Copy out every line of the records in which "REIS" can be found.

****************************************

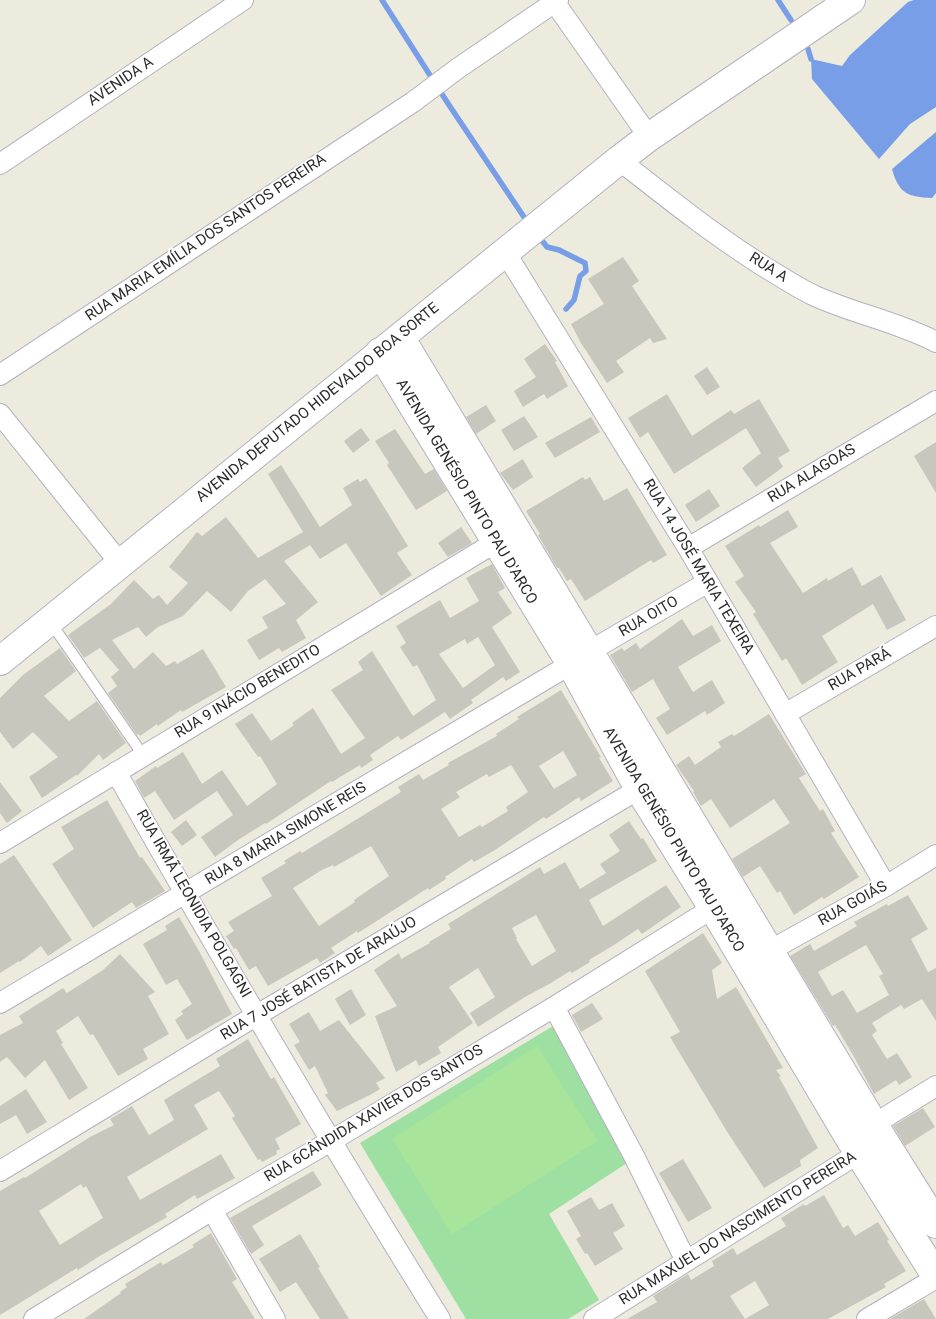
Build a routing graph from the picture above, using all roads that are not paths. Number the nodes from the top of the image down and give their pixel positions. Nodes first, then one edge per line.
1 (242, 0) edge
2 (851, 0) edge
3 (555, 1) edge
4 (635, 148) junction
5 (0, 164) edge
6 (506, 252) junction
7 (936, 342) edge
8 (390, 344) junction
9 (0, 375) edge
10 (936, 400) edge
11 (0, 414) edge
12 (496, 542) junction
13 (688, 548) junction
14 (120, 563) junction
15 (708, 582) junction
16 (50, 620) junction
17 (936, 626) edge
18 (580, 657) junction
19 (0, 660) edge
20 (785, 714) junction
21 (143, 755) junction
22 (116, 772) junction
23 (639, 789) junction
24 (0, 843) edge
25 (690, 844) junction
26 (936, 855) edge
27 (886, 886) junction
28 (185, 894) junction
29 (713, 908) junction
30 (769, 951) junction
31 (0, 1003) edge
32 (554, 1007) junction
33 (257, 1015) junction
34 (936, 1086) edge
35 (878, 1132) junction
36 (331, 1142) junction
37 (854, 1146) junction
38 (0, 1171) edge
39 (212, 1210) junction
40 (936, 1224) edge
41 (686, 1261) junction
42 (936, 1277) edge
43 (34, 1319) edge
44 (275, 1319) edge
45 (440, 1319) edge
46 (594, 1319) edge
47 (867, 1319) edge

1 - 5 street, AVENIDA A
2 - 4 street, AVENIDA DEPUTADO HIDEVALDO BOA SORTE
3 - 4 street, RUA A
3 - 9 street, RUA MARIA EMÍLIA DOS SANTOS PEREIRA
4 - 6 street, AVENIDA DEPUTADO HIDEVALDO BOA SORTE
4 - 7 street, RUA A
6 - 8 street, AVENIDA DEPUTADO HIDEVALDO BOA SORTE
6 - 13 street, RUA 14 JOSÉ MARIA TEXEIRA
8 - 12 street, AVENIDA GENÉSIO PINTO PAU D'ARCO
8 - 14 street, AVENIDA DEPUTADO HIDEVALDO BOA SORTE
8 - 18 street, AVENIDA GENÉSIO PINTO PAU D'ARCO
10 - 13 street, RUA ALAGOAS
11 - 14 street
12 - 18 street, AVENIDA GENÉSIO PINTO PAU D'ARCO
12 - 21 street, RUA 9 INÁCIO BENEDITO
13 - 15 street, RUA 14 JOSÉ MARIA TEXEIRA
14 - 16 street, AVENIDA DEPUTADO HIDEVALDO BOA SORTE
15 - 18 street, RUA OITO
15 - 20 street, RUA 14 JOSÉ MARIA TEXEIRA
16 - 19 street, AVENIDA DEPUTADO HIDEVALDO BOA SORTE
16 - 21 lane
17 - 20 street, RUA PARÁ
18 - 23 street, AVENIDA GENÉSIO PINTO PAU D'ARCO
18 - 25 street, AVENIDA GENÉSIO PINTO PAU D'ARCO
18 - 28 street, RUA 8 MARIA SIMONE REIS
20 - 27 street, RUA 14 JOSÉ MARIA TEXEIRA
21 - 22 street, RUA 9 INÁCIO BENEDITO
22 - 24 street, RUA 9 INÁCIO BENEDITO
22 - 28 street, RUA IRMÃ LEONIDIA POLGAGNI
23 - 25 street, AVENIDA GENÉSIO PINTO PAU D'ARCO
23 - 33 street, RUA 7 JOSÉ BATISTA DE ARAÚJO
25 - 29 street, AVENIDA GENÉSIO PINTO PAU D'ARCO
25 - 30 street, AVENIDA GENÉSIO PINTO PAU D'ARCO
26 - 27 street, RUA GOIÁS
27 - 30 street, RUA GOIÁS
28 - 31 street, RUA 8 MARIA SIMONE REIS
28 - 33 street, RUA IRMÃ LEONIDIA POLGAGNI
29 - 32 street, RUA 6CÂNDIDA XAVIER DOS SANTOS
29 - 37 street, AVENIDA GENÉSIO PINTO PAU D'ARCO
30 - 35 street, AVENIDA GENÉSIO PINTO PAU D'ARCO
32 - 36 street, RUA 6CÂNDIDA XAVIER DOS SANTOS
32 - 41 street
33 - 36 street, RUA IRMÃ LEONIDIA POLGAGNI
33 - 38 street, RUA 7 JOSÉ BATISTA DE ARAÚJO
34 - 35 street, RUA MAXUEL DO NASCIMENTO PEREIRA
35 - 37 street, RUA MAXUEL DO NASCIMENTO PEREIRA
35 - 40 street, AVENIDA GENÉSIO PINTO PAU D'ARCO
36 - 39 street, RUA 6CÂNDIDA XAVIER DOS SANTOS
36 - 45 street, RUA IRMÃ LEONIDIA POLGAGNI
37 - 41 street, RUA MAXUEL DO NASCIMENTO PEREIRA
37 - 42 street, AVENIDA GENÉSIO PINTO PAU D'ARCO
39 - 43 street, RUA 6CÂNDIDA XAVIER DOS SANTOS
39 - 44 street
41 - 46 street, RUA MAXUEL DO NASCIMENTO PEREIRA
42 - 47 street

****************************************

### EXERCISE ANSWER
18 - 28 street, RUA 8 MARIA SIMONE REIS
28 - 31 street, RUA 8 MARIA SIMONE REIS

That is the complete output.